Looking for a community reaction quote regarding a high school basketball star, young reporter Bev Wikowski enters a local tavern. In a corner, the bulk of the patrons surround a bearded man who says he knows where the infamous hijacker DB Cooper buried his loot. Bev decides to keep her occupation secret and to listen, because–well, if it’s true, this is a story that would launch her career into the big-time.
If you missed part one, click here.
Only eight feet from the entry, an almost-empty bar stretched left and right in front of Bev. The place smelled like an ocean of beer fogged over with cigarette smoke and a slight breeze of whiskey. Two men parked on stools made no motion to assess who’d walked in. On the other side of the bar, a thirty-something cocktail waitress with slightly Asian features and shaggy brown hair glanced at her before lifting a tray of beers. She walked the length of the bar out the right side, where six people leaned forward around two pushed-together tables.
On the left side of the tavern was a pair of pool tables, one unplayed and the other scattered with a half-dozen balls, as through the game had been abandoned. Waylon Jennings was finishing a song on the jukebox—“How I love that Mississippi woman, but her heart does not belong to me”—but there was no one next to it poised with quarters.
Something had everyone’s attention over there against the wall where the waitress was distributing beers. As Waylon’s hollered lamentations ended in a fade-out, a man’s voice became audible where the group leaned forward, all men except for one young woman at the far end. The waitress set her empty serving tray on a table and joined them, squeezing next to a middle-aged man wearing a black velvet cowboy hat with a gold band. Another man, wearing a denim jacket, turned and teetered away from the group, shaking his head and exhaling smoke. Through the gap where he’d been standing, a man holding a cigarette sat with his back against the wall, facing the group. Dark hair hung to his shoulders. A black beard thick with corkscrew curls obscured most of his face and drooped to his chest.
None of the other men had hair like that. No one had a beard that long or shaggy.
At a place like this, men would pound the shit out of a man like that, and then they’d return to the pool table, twelve ball in the corner pocket, and what the fuck was that pansy-ass doing in here? They wouldn’t be listening as though one word away from hallelujah conversions.
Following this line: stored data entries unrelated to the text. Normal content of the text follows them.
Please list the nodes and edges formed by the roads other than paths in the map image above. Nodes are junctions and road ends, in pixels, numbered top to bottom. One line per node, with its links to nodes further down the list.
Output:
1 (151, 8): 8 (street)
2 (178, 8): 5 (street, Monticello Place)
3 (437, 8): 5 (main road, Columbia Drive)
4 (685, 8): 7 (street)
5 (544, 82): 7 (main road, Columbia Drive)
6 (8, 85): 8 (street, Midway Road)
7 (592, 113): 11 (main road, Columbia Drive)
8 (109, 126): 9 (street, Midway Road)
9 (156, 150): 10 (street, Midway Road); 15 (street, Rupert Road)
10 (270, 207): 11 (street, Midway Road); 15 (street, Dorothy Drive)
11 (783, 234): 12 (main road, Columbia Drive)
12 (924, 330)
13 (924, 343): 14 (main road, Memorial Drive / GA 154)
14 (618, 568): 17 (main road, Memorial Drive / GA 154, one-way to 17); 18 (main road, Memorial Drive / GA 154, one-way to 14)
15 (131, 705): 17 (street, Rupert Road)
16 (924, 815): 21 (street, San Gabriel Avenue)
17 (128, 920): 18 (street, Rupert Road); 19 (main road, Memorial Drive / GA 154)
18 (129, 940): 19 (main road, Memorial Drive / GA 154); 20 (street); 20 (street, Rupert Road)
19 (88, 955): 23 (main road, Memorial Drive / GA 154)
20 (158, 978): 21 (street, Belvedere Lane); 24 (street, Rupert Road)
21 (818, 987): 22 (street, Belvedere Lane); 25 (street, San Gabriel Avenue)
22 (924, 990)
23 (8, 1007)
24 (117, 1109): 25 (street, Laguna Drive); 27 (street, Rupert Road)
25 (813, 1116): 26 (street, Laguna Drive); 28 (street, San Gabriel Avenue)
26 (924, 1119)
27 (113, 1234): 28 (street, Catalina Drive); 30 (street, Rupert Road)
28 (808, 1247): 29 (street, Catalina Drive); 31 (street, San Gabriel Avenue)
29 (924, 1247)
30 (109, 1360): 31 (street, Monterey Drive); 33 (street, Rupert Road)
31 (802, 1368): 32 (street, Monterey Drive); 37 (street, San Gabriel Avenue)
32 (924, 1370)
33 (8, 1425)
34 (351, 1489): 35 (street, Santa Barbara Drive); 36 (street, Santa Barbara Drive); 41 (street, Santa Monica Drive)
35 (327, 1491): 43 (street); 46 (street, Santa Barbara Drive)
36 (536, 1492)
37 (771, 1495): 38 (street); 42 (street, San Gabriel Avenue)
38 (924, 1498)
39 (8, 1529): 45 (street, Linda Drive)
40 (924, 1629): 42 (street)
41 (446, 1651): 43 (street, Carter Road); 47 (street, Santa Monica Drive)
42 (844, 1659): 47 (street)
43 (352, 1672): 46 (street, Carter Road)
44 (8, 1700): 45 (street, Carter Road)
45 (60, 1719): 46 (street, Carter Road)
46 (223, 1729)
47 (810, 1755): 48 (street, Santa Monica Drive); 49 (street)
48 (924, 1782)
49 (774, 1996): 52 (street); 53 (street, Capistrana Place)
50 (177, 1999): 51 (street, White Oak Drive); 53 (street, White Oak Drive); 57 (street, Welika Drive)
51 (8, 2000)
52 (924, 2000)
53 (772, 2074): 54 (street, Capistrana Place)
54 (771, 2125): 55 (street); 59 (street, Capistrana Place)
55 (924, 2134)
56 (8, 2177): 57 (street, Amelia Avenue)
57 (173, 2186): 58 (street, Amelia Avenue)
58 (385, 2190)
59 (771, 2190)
Noticing her, long-hair nodded, as though she, too, belonged with the group.
Bev had learned not to fly into every crowd carrying a camera around her neck and waving a press pass. Muteness could strike like a sudden epidemic. Her journalist’s instinct recommended a low profile. She could get her basketball quote later.
She walked to the group and stood on the periphery, just behind the waitress’s left shoulder.
Long-hair turned his look to a short thin man with thick eyelashes and a cleft chin. “No,” said long-hair, exhaling smoke onto the table, where a large Forest Service map lay partially open, with a smaller topographic map next to it. “It’s not even close to where the FBI’s been looking.”
Cleft-chin placed his index finger in the middle of a large circle drawn on the Forest Service map.
“I’m not jumping out the door tomorrow morning to go bushwhacking with the likes of you after a bunch of money no one else could find.” He put a half-smoked cigarette in his mouth and turned away. “Buncha shit,” he muttered.
“Suit yourself,” said long-hair. “I can’t take all of you with me anyway. A group size of six to eight ought to get the job done.”
Bev took the spot left by the vacating man. “What job?” she asked.
Now everyone diverted attention her way, annoyance in their eyes.
Long-hair stood, set his cigarette on an ashtray, and leaned forward. Bev accepted his offer of a handshake.
“Name’s Andy O’Brien,” he said. “I’m here on behalf of the man people call DB Cooper. I know him, and I know approximately where he hid the money, because he told me.”
Bev’s heart quickened. That would be a hell of a story. Front page. Not just The Beacon, but The New York Times. In the next instant, reason stepped into her brain. This guy was probably a nut job.